Smaller and Smaller Circles gave me chills. It wasn’t just the murders and the gruesome way they were carried out. It wasn’t the fact that the victims were kids, dying, one after another, while people struggled to find out who the killer was before he got another one. It wasn’t just the psychological mindfuckery that made my head reel.
It was the reality of it all too. The claims that while the government declares there are no serial murders in the Philippines, how could one ever be sure this is true when people are constantly covering up shit to save their asses? The incompetent policemen, red tape, the politicians who would do whatever it takes to become famous instead of preventing more murders. Those priorities, man. Ugh. The few brilliant people who would do anything to prevent another murder, only to be thwarted by idiots with more power and ambition but have no care for justice. The poor people who had nothing, could do nothing even if murders occurred in their backyards. People who would turn their heads the other way because they were helpless or knew nothing would be done for them because they were nobodies. There was so much truth in the social setting that it disgusted me and made me tear up at the same time. This is fiction, yes, but it’s so realistic that it hurts.

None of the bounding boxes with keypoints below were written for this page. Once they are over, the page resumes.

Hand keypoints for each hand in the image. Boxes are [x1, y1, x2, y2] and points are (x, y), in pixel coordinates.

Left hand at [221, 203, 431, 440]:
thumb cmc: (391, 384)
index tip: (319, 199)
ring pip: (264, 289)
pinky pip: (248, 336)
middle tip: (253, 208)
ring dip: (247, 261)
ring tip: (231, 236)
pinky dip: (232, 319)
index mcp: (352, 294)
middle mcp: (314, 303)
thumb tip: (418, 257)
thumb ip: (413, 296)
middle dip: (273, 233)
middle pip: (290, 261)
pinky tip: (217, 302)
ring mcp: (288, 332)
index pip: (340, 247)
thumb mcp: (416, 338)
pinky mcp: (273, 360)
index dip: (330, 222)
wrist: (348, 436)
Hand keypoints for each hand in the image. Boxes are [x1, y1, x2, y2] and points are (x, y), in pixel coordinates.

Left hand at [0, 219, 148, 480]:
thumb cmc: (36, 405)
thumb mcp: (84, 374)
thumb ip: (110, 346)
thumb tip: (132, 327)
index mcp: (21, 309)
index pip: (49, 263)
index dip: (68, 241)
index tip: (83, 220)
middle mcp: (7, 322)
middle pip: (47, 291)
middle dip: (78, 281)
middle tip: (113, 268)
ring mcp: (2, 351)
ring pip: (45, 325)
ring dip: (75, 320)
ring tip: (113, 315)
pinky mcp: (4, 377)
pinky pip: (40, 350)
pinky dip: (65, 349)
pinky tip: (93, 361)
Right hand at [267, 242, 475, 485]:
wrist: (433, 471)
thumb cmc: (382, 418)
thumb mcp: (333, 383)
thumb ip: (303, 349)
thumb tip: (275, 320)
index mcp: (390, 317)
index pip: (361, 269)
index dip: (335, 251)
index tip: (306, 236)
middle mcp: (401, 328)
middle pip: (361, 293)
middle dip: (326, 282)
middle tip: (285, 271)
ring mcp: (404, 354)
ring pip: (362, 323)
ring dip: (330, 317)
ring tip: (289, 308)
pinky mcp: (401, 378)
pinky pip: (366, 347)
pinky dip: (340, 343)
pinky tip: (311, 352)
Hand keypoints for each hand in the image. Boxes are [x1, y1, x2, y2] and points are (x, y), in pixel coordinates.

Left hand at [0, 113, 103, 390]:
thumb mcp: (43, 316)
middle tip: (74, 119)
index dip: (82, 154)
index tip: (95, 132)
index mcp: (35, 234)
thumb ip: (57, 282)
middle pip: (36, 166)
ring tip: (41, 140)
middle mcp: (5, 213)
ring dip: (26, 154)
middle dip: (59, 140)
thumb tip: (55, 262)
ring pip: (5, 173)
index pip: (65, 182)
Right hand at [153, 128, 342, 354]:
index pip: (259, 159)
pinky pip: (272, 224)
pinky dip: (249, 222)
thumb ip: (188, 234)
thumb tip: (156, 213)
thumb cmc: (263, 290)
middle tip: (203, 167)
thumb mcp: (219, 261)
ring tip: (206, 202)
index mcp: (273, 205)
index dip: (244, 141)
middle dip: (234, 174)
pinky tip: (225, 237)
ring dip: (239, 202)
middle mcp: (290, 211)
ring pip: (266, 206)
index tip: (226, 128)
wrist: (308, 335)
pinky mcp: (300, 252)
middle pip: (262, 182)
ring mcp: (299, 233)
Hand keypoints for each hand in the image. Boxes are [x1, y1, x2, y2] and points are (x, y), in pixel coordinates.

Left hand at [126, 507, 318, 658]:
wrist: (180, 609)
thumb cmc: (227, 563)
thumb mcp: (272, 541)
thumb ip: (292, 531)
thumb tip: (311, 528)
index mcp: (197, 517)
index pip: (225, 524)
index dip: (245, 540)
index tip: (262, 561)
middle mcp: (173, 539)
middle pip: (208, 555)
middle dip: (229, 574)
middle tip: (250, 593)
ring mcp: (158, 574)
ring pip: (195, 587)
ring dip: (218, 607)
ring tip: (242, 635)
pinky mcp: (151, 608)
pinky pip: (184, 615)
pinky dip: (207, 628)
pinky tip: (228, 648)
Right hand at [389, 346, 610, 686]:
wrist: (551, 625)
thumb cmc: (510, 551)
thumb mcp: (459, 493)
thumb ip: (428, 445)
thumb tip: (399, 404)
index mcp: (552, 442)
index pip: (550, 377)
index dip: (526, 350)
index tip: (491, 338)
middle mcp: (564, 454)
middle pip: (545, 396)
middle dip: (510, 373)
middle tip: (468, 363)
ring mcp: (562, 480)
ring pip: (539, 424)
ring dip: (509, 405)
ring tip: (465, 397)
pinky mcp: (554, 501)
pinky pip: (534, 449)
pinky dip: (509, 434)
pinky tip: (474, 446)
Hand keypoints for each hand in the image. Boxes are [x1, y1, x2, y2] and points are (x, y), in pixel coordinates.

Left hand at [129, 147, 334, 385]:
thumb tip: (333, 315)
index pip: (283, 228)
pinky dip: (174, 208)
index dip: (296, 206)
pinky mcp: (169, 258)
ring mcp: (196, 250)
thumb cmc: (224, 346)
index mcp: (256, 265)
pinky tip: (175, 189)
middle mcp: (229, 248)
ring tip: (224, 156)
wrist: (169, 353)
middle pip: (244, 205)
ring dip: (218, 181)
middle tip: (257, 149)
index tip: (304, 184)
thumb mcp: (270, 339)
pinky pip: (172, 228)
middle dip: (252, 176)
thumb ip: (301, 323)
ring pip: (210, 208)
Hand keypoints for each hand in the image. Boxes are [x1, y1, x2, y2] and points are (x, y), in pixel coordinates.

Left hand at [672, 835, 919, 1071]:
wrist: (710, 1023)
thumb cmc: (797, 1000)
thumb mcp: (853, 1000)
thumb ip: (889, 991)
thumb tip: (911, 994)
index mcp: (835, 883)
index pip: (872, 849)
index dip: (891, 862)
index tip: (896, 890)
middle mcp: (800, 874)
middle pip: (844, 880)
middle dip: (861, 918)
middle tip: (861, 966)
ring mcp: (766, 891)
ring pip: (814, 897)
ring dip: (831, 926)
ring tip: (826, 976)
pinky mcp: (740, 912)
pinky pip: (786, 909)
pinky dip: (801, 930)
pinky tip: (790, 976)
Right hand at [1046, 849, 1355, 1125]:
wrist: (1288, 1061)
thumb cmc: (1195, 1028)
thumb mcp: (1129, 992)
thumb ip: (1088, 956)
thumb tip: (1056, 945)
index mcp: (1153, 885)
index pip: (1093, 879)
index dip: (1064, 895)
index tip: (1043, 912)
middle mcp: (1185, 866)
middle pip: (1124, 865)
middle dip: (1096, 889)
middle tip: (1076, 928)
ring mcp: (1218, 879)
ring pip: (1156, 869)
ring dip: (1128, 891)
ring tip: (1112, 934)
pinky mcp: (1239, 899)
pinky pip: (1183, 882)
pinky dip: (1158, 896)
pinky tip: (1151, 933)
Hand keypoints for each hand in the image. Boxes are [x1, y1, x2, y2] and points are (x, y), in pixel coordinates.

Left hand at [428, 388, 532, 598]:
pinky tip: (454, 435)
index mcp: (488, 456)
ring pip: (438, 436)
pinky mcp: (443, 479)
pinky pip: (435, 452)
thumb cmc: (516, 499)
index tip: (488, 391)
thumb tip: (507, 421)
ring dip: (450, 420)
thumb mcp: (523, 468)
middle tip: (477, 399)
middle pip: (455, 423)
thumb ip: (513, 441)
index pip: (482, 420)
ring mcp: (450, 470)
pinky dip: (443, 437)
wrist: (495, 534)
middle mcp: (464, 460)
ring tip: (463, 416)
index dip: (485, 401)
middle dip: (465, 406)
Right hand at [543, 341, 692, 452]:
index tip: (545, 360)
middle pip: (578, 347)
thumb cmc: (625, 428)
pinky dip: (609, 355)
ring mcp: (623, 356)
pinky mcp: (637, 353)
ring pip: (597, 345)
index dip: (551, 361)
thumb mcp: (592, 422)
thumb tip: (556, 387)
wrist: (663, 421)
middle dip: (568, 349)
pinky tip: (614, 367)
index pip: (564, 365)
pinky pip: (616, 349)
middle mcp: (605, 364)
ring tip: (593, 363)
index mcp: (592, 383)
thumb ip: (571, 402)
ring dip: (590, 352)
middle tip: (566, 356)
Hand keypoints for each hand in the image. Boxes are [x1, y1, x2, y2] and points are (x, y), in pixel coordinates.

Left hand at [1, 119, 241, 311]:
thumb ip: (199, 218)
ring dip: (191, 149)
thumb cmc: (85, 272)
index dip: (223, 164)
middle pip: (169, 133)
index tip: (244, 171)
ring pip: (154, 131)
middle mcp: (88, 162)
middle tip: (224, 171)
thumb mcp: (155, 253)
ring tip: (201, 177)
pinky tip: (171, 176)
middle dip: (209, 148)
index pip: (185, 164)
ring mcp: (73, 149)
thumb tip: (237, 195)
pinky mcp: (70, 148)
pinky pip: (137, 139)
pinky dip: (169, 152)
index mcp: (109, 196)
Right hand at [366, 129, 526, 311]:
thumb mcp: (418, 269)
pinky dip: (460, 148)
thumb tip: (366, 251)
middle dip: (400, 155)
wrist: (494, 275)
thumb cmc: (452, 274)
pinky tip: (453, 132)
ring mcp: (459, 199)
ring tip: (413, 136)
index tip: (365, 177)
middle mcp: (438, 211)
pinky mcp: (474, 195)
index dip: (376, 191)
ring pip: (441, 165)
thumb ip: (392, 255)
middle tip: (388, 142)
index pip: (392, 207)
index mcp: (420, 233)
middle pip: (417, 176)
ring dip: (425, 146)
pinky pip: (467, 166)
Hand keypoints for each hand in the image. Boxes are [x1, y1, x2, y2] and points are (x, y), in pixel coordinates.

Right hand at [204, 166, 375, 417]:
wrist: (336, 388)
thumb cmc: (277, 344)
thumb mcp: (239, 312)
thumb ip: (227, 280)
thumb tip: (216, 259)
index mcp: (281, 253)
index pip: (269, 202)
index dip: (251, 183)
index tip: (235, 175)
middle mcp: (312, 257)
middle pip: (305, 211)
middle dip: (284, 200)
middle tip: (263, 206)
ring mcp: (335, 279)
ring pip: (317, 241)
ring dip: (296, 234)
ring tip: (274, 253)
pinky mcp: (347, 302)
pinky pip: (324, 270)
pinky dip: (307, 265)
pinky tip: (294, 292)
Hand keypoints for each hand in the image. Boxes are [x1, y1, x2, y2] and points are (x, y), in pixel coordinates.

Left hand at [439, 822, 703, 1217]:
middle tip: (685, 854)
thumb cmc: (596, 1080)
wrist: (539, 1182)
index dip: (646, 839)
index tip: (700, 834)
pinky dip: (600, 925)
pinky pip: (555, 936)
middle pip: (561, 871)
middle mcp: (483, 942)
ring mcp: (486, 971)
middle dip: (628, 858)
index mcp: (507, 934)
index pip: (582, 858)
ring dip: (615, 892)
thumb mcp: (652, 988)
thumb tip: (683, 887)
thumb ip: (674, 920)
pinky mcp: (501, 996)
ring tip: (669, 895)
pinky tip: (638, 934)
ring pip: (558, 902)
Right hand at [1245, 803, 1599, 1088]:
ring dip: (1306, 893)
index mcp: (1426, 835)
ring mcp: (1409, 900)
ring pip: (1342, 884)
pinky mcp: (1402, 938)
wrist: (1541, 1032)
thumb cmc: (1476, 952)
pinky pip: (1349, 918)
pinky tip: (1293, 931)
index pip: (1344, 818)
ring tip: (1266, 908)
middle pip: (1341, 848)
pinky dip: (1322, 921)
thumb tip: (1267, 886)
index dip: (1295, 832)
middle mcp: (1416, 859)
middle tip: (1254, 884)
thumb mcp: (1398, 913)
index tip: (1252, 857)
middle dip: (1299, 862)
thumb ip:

This book isn’t good just because it’s a Philippine crime novel. This isn’t a “love-and-promote-your-own” sort of thing. Okay, maybe it is, but I only appreciate things that are worth it. And it’s more than that. The fact that it makes you think about the truth it represents makes it one helluva book.
The plot itself sucks you in. Despite the fact that I’d already guessed who the killer was early on, I was still thoroughly enthralled by the book. The writing, the twists and turns, the quirky priests-slash-forensic-scientists (!!! That’s certainly an interesting protagonist in the world of crime, don’t you think?), the killer himself were all interesting and well-written.
However, it’s the truth about the justice system that speaks out loudest to me and stays with me, although it’s been a while since I read this book.
The justice system in the Philippines is weak. You only have to look at cases like the Maguindanao massacre, a terrible incident that happened in 2009, which still has not been resolved, despite all the evidence and media coverage. Shit, we’ve got news of witnesses getting ambushed and killed. (Paging the witness protection program, if you exist or whatever, you’re doing a shitty job.) Or a case such as the Vizconde massacre, where the suspects were proclaimed guilty, only to be acquitted several years later.
While one cannot proclaim who is guilty or not, the niggling thought that cases can go on for years and years without being resolved is…disappointing. Sad. Horrifying. Families suffer through this shit for years. And those examples are crimes that have suspects and witnesses and evidence. We’re talking about cases that are high-profile because the suspects or victims are famous, and thus reported by the media. What about the cases where common people are kidnapped, raped, or murdered? Do their families ever get justice, closure? Is justice ever truly served in our country?
These are the kind of thoughts you get from reading this book. It makes you uneasy. It definitely doesn’t help you sleep at night, because the knowledge that you aren’t as safe as you thought you were and the probable lack of justice should you ever be a victim (Heaven forbid) is just too terrible to think about. But it’s an eye-opener, and while the truth is terrible, at least you’ve become more aware of how shitty the world can be.
Apparently, a new publication of this book will be out on August 18, 2015. I’m not sure if it’s going to be different from the original story or not. But I will definitely be
stalking watching the bookstores until I find a copy to call my own.